Since the early 2000s, 1D nanostructures like semiconducting metal oxide (SMOX) nanowires (NW) or carbon nanotubes (CNT) are known as excellent materials in several applications, from gas sensors to solar cells.
As a wide-bandgap SMOX, ZnO turns out to be an attractive candidate for blue and UV optoelectronics. We present photoluminescence (PL), electrical and gas sensing properties of individual ZnO NW. NO2 gas effects on the electrical and PL response of ZnO single NW and ZnO microrod are investigated.
Several studies on the gas sensing mechanism in n-type and p-type SMOX have been carried out. Among them, some works reported the combination of the materials to form p-n junctions. However, a clear understanding of the mechanisms leading to gas sensing has not yet been reached. Here, we present the room temperature (RT) response of low-cost chemiresistor gas sensors based on p-type single-wall carbon nanotubes (SWCNT) functionalized with n-type indium tin oxide (ITO) nanoparticles (NP), prepared on different substrates, including flexible plastic foils.
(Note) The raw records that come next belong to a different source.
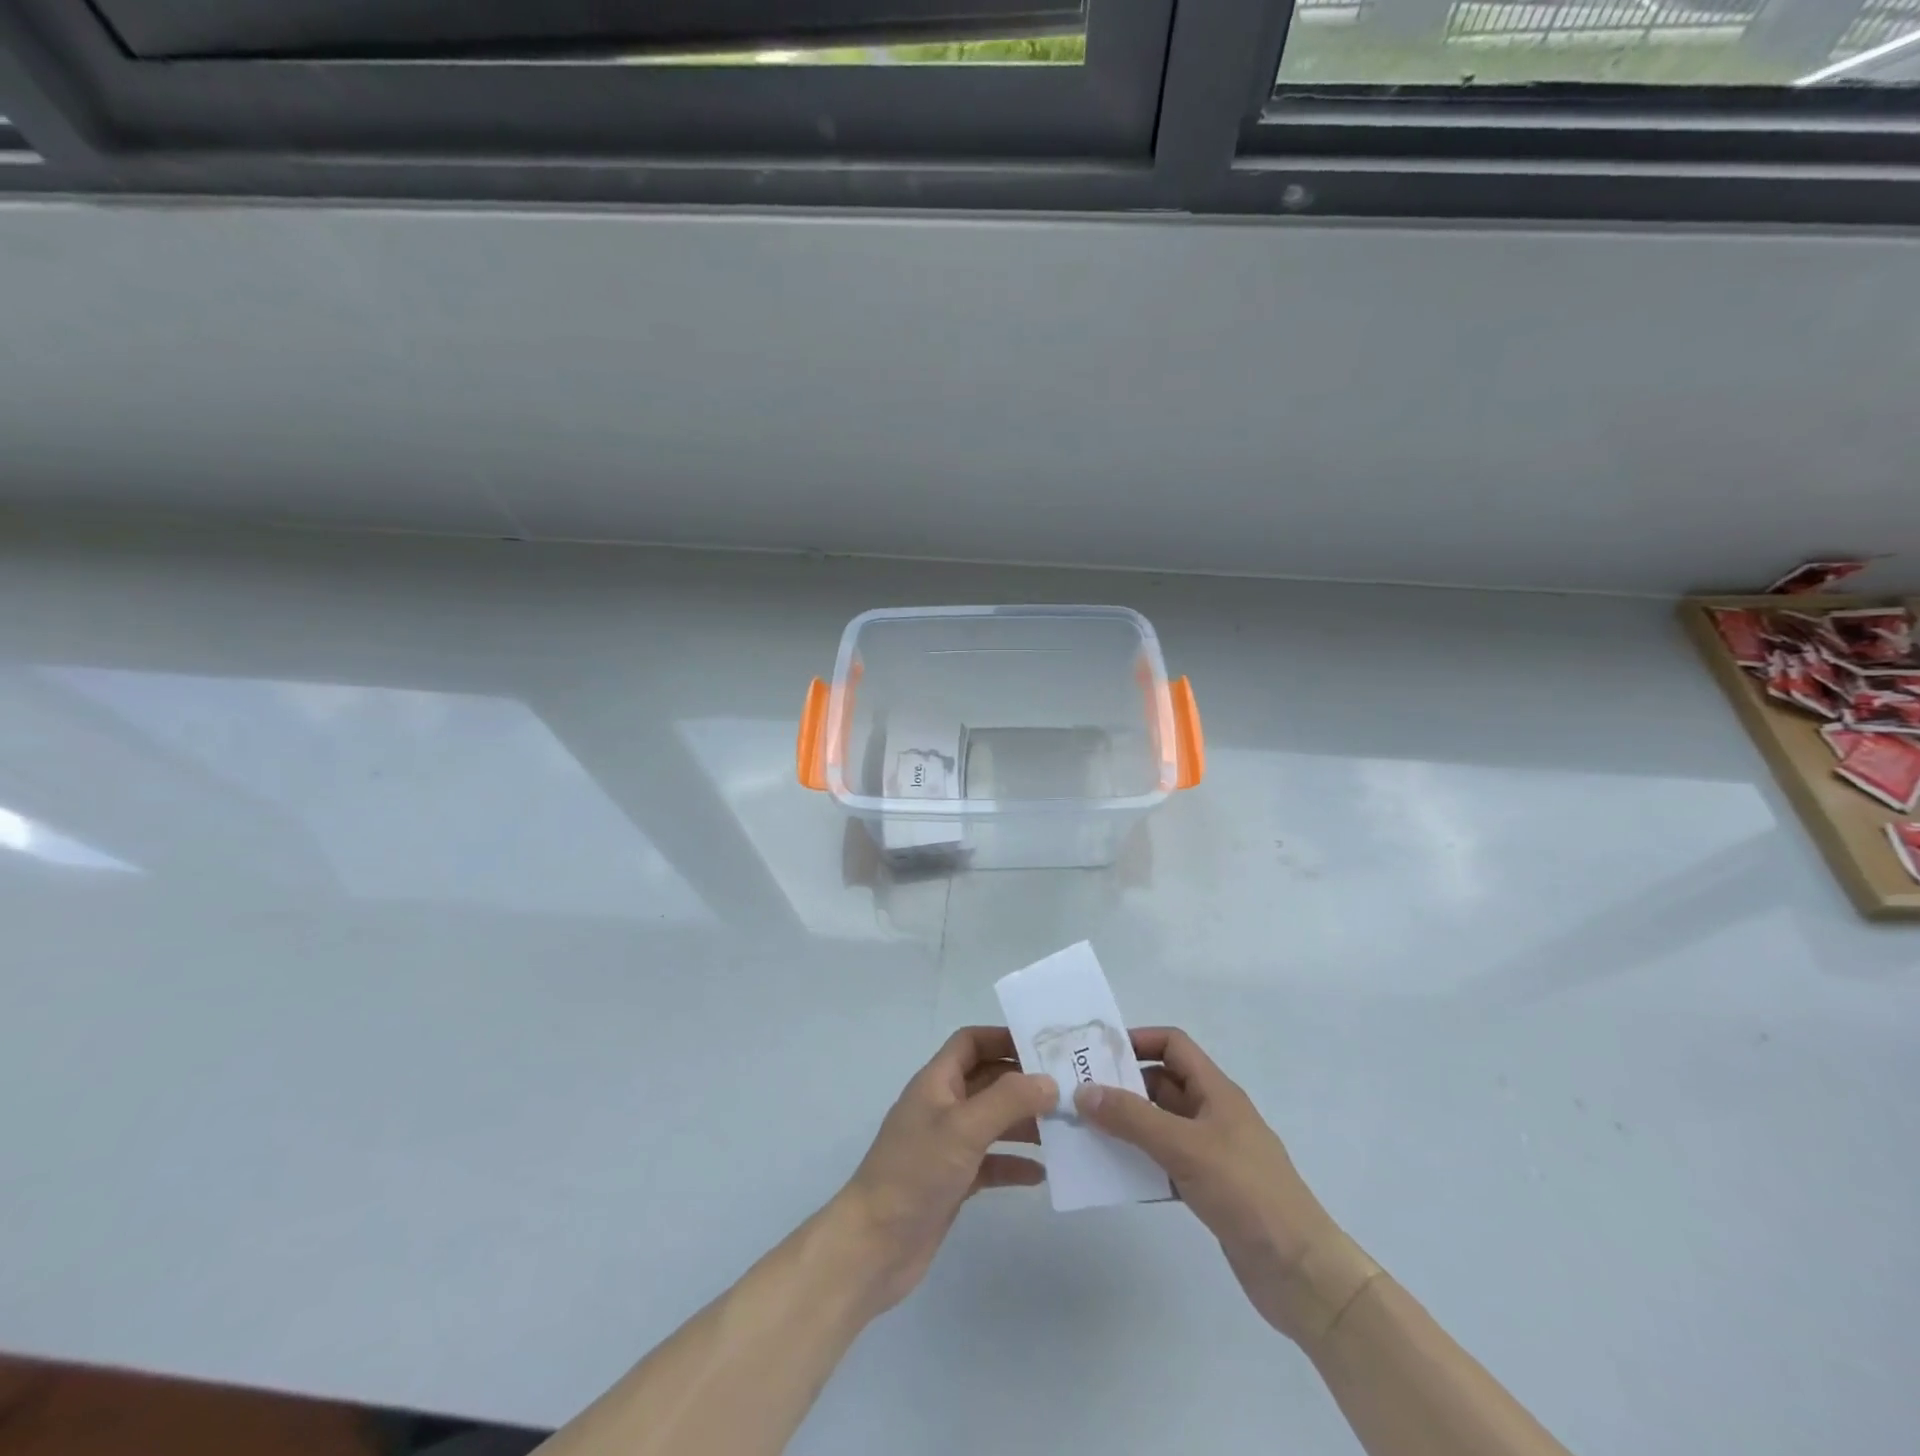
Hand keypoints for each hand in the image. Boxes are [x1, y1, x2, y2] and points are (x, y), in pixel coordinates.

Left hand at [828, 1027, 1056, 1316]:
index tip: (1042, 1047)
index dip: (1002, 1038)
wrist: (874, 1246)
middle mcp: (942, 1107)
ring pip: (992, 1122)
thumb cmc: (915, 1172)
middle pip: (987, 1080)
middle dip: (1023, 1082)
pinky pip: (990, 1163)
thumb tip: (1049, 1081)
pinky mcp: (953, 1181)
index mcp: (936, 1082)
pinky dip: (1014, 1164)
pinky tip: (1041, 1174)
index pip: (970, 1043)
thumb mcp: (963, 1128)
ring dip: (1024, 1123)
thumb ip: (1008, 1100)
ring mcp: (947, 1145)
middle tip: (1066, 1089)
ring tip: (1063, 1129)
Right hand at [1075, 1027, 1379, 1349]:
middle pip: (1162, 1084)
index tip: (1098, 1053)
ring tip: (1085, 1132)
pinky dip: (1140, 1162)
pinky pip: (1164, 1162)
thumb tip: (1083, 1091)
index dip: (1138, 1041)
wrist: (1300, 1273)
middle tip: (1079, 1094)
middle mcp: (1213, 1114)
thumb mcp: (1185, 1147)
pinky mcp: (1209, 1189)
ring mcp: (1212, 1153)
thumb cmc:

An enhanced sensitivity to ammonia and nitrogen dioxide is demonstrated in the functionalized sample, related to the formation of nano-heterojunctions at the interface between SWCNT bundles and ITO NP. Furthermore, the different response of the two devices towards humidity and upon NO2 exposure provides a way to tailor the sensor selectivity with respect to the most relevant interfering gases in outdoor environmental monitoring. In the light of the experimental results, we present a gas sensing mechanism based on space-charge layers in p-n junction .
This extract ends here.